Problem description: Search the data below, and report every line in which "FREEMAN" occurs.

Data:
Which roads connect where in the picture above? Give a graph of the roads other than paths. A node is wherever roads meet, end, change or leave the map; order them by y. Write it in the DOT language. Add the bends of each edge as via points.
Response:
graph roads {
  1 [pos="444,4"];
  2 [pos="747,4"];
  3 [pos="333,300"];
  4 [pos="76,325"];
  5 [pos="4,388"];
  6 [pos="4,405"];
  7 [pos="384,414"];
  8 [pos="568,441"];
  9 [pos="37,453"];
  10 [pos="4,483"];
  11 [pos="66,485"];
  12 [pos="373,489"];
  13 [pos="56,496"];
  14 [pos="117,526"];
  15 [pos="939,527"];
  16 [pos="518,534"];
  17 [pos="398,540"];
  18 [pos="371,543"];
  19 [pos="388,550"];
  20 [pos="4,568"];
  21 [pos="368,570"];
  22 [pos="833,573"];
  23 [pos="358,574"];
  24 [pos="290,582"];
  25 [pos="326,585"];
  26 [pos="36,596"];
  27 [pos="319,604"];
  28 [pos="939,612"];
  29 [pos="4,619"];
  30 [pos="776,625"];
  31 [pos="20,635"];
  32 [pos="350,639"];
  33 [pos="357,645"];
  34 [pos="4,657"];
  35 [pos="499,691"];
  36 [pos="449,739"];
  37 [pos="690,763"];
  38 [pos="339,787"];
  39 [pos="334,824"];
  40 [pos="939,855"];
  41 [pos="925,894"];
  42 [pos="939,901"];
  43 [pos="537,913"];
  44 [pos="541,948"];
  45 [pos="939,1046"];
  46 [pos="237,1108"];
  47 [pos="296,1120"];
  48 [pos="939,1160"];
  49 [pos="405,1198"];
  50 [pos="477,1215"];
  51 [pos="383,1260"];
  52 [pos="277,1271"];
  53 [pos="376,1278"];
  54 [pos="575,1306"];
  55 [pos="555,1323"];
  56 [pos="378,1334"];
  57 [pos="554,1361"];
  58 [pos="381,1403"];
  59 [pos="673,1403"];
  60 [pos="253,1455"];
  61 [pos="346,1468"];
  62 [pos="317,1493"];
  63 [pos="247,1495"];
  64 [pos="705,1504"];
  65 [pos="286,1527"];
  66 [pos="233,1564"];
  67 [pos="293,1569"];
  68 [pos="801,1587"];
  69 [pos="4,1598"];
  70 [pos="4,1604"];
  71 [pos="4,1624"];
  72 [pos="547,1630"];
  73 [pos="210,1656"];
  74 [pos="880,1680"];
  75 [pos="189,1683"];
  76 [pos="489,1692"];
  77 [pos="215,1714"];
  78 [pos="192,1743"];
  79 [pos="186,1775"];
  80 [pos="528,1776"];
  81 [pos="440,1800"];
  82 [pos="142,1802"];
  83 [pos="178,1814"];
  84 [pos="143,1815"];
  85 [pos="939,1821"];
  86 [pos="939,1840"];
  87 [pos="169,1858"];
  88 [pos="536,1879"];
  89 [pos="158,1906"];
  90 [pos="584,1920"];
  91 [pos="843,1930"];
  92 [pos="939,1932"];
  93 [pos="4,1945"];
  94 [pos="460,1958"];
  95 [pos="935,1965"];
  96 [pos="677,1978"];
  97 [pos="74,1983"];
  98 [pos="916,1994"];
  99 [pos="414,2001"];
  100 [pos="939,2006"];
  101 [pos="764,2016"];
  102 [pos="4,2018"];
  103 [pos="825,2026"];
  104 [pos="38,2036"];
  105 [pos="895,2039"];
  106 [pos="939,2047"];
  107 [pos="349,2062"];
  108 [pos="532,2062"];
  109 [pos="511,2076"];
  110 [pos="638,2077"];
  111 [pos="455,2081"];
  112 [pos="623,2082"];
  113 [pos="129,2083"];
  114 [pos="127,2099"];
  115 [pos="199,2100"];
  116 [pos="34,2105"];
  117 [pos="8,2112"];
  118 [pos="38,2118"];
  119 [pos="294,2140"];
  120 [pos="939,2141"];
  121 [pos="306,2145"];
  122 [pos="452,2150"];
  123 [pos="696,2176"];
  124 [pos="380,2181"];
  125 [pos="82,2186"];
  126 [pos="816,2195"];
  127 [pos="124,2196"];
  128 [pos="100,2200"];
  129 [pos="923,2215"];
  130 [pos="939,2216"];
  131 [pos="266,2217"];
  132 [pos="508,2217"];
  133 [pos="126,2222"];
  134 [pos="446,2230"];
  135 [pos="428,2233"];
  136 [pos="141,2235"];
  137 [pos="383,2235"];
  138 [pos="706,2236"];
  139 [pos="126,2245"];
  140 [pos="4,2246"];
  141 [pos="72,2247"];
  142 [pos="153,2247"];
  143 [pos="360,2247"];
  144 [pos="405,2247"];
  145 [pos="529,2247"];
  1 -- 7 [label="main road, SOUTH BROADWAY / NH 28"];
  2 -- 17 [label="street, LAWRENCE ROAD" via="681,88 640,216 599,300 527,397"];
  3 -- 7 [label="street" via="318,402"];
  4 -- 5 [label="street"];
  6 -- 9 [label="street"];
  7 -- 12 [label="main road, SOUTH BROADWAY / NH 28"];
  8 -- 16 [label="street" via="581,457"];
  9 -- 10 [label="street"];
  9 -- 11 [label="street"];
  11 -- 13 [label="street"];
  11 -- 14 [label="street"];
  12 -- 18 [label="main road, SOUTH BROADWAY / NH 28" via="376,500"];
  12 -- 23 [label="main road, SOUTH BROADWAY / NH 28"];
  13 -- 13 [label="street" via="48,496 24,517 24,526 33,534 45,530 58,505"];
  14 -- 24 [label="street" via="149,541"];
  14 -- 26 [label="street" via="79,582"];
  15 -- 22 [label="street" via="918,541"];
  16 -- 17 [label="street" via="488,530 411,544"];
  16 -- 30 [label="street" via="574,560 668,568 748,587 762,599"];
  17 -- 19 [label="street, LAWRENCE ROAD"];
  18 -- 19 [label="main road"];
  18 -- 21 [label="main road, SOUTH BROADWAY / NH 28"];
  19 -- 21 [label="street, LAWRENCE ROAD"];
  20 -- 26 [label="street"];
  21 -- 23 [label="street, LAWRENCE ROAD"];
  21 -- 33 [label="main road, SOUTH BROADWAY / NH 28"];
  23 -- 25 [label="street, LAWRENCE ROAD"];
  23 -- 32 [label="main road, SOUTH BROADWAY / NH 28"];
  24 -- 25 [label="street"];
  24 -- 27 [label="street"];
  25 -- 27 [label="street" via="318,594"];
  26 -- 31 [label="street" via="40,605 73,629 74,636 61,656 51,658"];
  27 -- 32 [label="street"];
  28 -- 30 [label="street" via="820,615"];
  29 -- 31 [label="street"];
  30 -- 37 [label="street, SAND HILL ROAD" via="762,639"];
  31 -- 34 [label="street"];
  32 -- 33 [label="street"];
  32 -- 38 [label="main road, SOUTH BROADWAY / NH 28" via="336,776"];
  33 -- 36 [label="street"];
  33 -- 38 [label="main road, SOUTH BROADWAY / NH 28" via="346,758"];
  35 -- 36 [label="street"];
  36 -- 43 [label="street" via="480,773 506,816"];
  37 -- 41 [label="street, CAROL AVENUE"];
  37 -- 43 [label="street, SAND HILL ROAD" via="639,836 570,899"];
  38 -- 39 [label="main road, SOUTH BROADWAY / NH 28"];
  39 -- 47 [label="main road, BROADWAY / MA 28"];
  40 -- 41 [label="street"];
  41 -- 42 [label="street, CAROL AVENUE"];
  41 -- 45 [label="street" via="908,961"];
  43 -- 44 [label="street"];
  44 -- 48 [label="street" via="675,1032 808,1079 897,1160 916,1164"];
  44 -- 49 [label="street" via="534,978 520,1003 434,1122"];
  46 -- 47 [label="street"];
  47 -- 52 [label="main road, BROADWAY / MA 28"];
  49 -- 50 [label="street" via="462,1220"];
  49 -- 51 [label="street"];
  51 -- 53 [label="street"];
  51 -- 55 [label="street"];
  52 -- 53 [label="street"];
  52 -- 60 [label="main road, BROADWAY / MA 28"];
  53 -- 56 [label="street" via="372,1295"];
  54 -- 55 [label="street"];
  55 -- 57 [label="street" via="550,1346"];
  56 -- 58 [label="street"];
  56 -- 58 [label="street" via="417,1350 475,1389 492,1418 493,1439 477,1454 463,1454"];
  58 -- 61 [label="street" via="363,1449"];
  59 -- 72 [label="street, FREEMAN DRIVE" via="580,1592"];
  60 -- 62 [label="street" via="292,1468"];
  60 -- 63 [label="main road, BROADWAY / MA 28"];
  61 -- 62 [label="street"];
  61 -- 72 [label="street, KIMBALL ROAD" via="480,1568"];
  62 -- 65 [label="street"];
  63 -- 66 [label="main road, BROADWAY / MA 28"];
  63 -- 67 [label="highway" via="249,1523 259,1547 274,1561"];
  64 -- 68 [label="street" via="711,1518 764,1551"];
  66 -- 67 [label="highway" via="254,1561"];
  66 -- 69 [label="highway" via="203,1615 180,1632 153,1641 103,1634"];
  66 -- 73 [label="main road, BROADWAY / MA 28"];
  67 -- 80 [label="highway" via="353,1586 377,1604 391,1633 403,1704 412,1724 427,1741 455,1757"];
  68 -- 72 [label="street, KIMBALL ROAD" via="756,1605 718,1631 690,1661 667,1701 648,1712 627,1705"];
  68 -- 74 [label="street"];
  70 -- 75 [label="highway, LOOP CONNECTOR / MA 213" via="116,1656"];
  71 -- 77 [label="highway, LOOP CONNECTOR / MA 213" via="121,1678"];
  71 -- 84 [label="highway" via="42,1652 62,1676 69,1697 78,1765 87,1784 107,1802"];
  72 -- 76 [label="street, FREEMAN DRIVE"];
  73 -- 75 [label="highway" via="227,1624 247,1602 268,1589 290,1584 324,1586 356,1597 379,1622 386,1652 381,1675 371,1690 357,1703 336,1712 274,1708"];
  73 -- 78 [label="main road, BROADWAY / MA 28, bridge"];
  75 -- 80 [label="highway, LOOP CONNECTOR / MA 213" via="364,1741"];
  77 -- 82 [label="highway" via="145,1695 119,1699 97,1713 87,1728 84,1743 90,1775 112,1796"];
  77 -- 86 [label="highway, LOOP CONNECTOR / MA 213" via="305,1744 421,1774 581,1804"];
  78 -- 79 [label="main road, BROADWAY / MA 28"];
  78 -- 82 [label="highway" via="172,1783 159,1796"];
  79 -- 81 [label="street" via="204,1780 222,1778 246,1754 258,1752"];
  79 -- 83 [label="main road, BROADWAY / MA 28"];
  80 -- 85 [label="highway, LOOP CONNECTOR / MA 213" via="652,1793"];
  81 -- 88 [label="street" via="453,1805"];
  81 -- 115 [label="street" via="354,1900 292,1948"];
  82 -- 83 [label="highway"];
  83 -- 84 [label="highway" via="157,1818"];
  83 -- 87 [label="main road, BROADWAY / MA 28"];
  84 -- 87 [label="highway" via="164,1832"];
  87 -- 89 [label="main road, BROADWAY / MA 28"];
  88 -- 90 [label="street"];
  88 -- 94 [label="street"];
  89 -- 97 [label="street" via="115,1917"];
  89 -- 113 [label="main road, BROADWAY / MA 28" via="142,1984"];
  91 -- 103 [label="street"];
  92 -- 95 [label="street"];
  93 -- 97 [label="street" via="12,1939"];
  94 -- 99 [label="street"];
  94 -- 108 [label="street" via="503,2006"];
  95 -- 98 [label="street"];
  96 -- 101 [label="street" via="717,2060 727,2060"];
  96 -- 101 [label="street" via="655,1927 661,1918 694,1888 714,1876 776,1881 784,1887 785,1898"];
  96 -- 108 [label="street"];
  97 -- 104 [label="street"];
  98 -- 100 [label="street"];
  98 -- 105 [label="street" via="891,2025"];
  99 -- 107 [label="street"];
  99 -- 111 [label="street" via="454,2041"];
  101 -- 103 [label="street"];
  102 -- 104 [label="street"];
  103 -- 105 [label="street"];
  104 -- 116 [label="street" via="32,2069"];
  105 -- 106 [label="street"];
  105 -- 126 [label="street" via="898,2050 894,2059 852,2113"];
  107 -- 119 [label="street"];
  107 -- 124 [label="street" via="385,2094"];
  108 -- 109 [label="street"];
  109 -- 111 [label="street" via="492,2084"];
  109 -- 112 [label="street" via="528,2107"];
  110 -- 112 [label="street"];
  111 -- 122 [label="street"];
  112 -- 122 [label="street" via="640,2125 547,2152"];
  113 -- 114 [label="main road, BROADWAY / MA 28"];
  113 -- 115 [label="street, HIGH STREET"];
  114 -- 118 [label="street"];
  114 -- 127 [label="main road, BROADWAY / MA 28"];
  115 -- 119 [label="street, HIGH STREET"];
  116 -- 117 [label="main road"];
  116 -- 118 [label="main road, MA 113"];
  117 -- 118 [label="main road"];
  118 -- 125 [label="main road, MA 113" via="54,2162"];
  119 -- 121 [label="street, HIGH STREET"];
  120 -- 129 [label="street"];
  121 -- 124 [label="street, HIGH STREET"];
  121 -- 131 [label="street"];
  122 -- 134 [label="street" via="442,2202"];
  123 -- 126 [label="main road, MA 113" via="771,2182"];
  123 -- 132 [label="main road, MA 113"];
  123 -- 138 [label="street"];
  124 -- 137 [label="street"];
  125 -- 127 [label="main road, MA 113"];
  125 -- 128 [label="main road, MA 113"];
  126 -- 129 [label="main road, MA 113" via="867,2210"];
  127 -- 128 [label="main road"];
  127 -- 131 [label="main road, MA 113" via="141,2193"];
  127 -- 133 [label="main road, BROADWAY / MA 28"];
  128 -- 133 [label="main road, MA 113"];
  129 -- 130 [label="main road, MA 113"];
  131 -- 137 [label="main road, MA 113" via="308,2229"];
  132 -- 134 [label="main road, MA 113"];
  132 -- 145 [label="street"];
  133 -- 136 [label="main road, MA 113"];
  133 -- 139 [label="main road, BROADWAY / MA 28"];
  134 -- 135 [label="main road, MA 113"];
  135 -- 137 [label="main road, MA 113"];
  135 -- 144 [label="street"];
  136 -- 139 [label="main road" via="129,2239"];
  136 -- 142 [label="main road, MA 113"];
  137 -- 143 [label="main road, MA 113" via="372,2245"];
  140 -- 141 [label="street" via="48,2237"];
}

Result below:
  59 -- 72 [label="street, FREEMAN DRIVE" via="580,1592"];
  72 -- 76 [label="street, FREEMAN DRIVE"];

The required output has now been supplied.